Sin duda que la globalización mercantil y las afinidades de la izquierda con los localismos culturales y políticos por un lado, y por el otro los populismos de derechas forman parte de una época política centrípeta para las cuestiones identitarias. Sin embargo, ya mucho antes, en 1991, Isaiah Berlin aseguraba que el auge del nacionalismo y del fundamentalismo religioso eran «los fenómenos más poderosos del mundo actual». Y seguramente no es mera coincidencia que ambos fenómenos sean coetáneos: tan claro es el contenido nacionalista de fundamentalismos religiosos como los islámicos, como lo es, aunque más inconfesa, la religiosidad civil que segregan los nacionalismos occidentales, ya surjan de las matrices tradicionalistas de las derechas o de las localistas de las izquierdas.

Como vio Huxley, que profesó un izquierdismo ajeno a los nacionalismos de su época, «el sentimiento nacionalista es la religión predominante en el siglo XX». En ese sentido, mientras el fundamentalismo aparece como una cristalización confesional de la política, el nacionalismo se presenta como una forma idolátrica de la identidad política. De ahí que, si se quisieran localizar las dinámicas capaces de convertir lo político en un espacio centrífugo para los asuntos identitarios, lo primero que habría que convenir es que la relación entre política y religión no puede ser ni la confusión dominante en los fundamentalismos y algunos nacionalismos de derechas, ni la sustitución propia de los nacionalismos laicos de izquierdas o derechas.

La enervación política de la cuestión identitaria pasa por conseguir que la política se distinga de la religión sin suplantarla, y a ese respecto tan poco capaces son los fundamentalismos como los laicismos, pues ambos son formas de confesionalismos estatales en nombre o en contra de la religión. Lo que se necesita es, más bien, una secularización efectiva de la política que pasa por abandonar la pretensión de que la política es todo o lo más importante en general y, desde luego, que no lo es para la propia identidad o la de los demás.

Esa hiperpolitización de nuestras sociedades está debajo de la incapacidad para respetar espacios institucionales con lógicas propias no subordinables a la política. Y así es, por ejemplo, como algunos que se quejaban de la judicialización de la política, hoy abogan abiertamente por la politización de la justicia requiriendo a los jueces que dicten sus sentencias para no agravar el problema catalán, es decir, con sentido político. La naturaleza democrática del poder y de la política depende de su autolimitación que la distingue de la justicia, de la religión, de la ciencia y de la indagación experta sobre la verdad histórica, por ejemplo.
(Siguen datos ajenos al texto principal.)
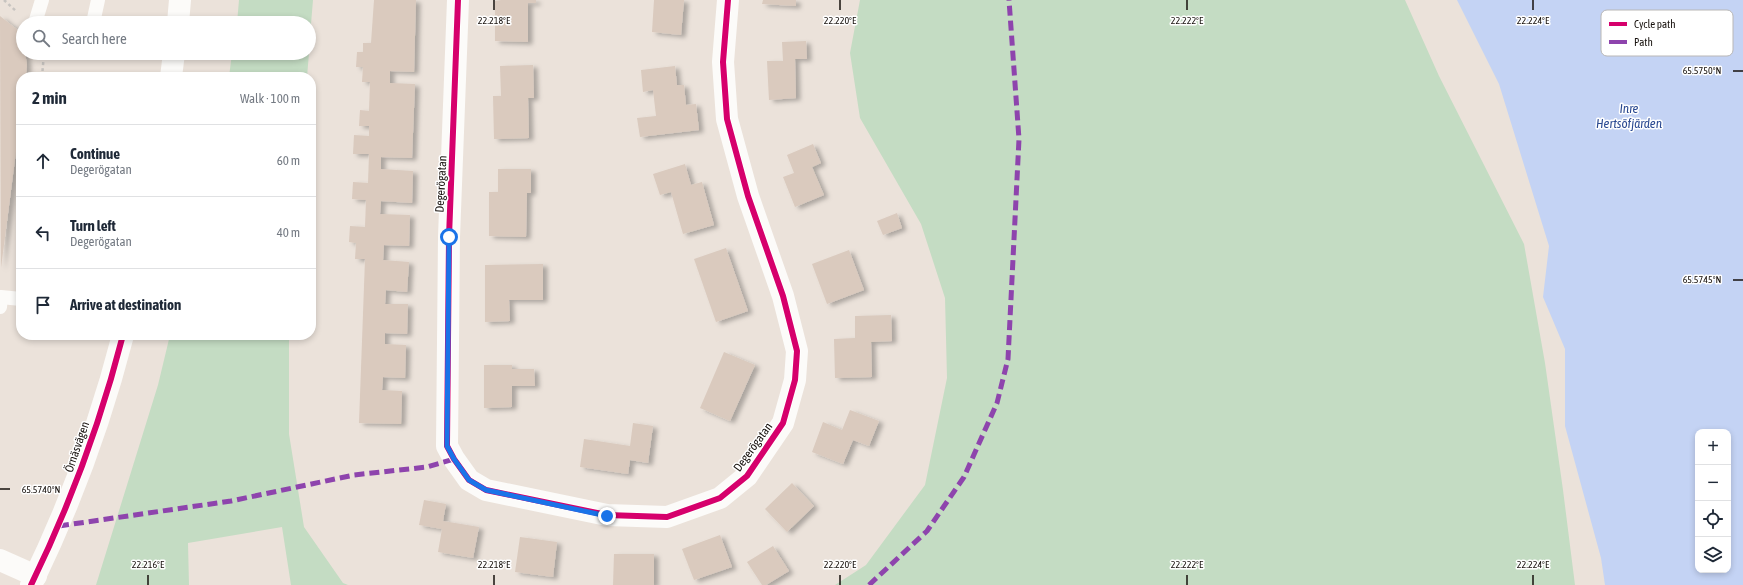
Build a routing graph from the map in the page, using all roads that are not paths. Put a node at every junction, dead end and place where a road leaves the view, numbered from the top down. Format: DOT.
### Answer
graph roads {
  1 [pos="42,0"];
  2 [pos="98,0"];
  3 [pos="180,0"];
  4 [pos="458,0"];
  5 [pos="728,0"];
  6 [pos="37,16"];
  7 [pos="95,16"];
  8 [pos="179,16"];
  9 [pos="173,60"];
  10 [pos="172,72"];
  11 [pos="16,298"];
  12 [pos="0,307"];
  13 [pos="121,340"];
  14 [pos="0,560"];
  15 [pos="34,581"];
  1 -- 6 [label="lane"];
  2 -- 7 [label="lane"];
  3 -- 8 [label="street"];
  4 -- 5 [label="street, Degerögatan"];
  9 -- 10 [label="street"];
  11 -- 12 [label="lane"];
  13 -- 15 [label="street, Örnäsvägen"];
  14 -- 15 [label="street"];
}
Contra lo que puede parecer y lo que bienintencionadamente pretenden muchos, la politización de todo pone en peligro la democracia real. Lo que hay que exigirle al juez o al historiador es que lo sean, sin más, y no que representen las sensibilidades presentes en las mayorías sociales. Ciertamente, nadie es neutro, pero sin el esfuerzo por hacer justicia y establecer los hechos al margen de las propias posiciones ideológicas, el dialogo en las sociedades democráticas pierde sentido y se convierte en una disputa entre partidarios, y entonces ya no hay democracia, sino abuso de las mayorías.

Las ideologías que se tienen a sí mismas por la encarnación de la justicia que deberían impartir los jueces o de la objetividad que deberían difundir los científicos, suelen creerse sabedoras del secreto de la felicidad humana, y, por tanto, engendran políticos no solo proclives a hacerles el bien a los demás, aunque no quieran, sino demasiado dispuestos a decirnos quiénes y qué somos, y quiénes no lo son. Como aquel que ha venido a distinguir entre catalanes y españoles empadronados en Cataluña: la enfermedad nacional.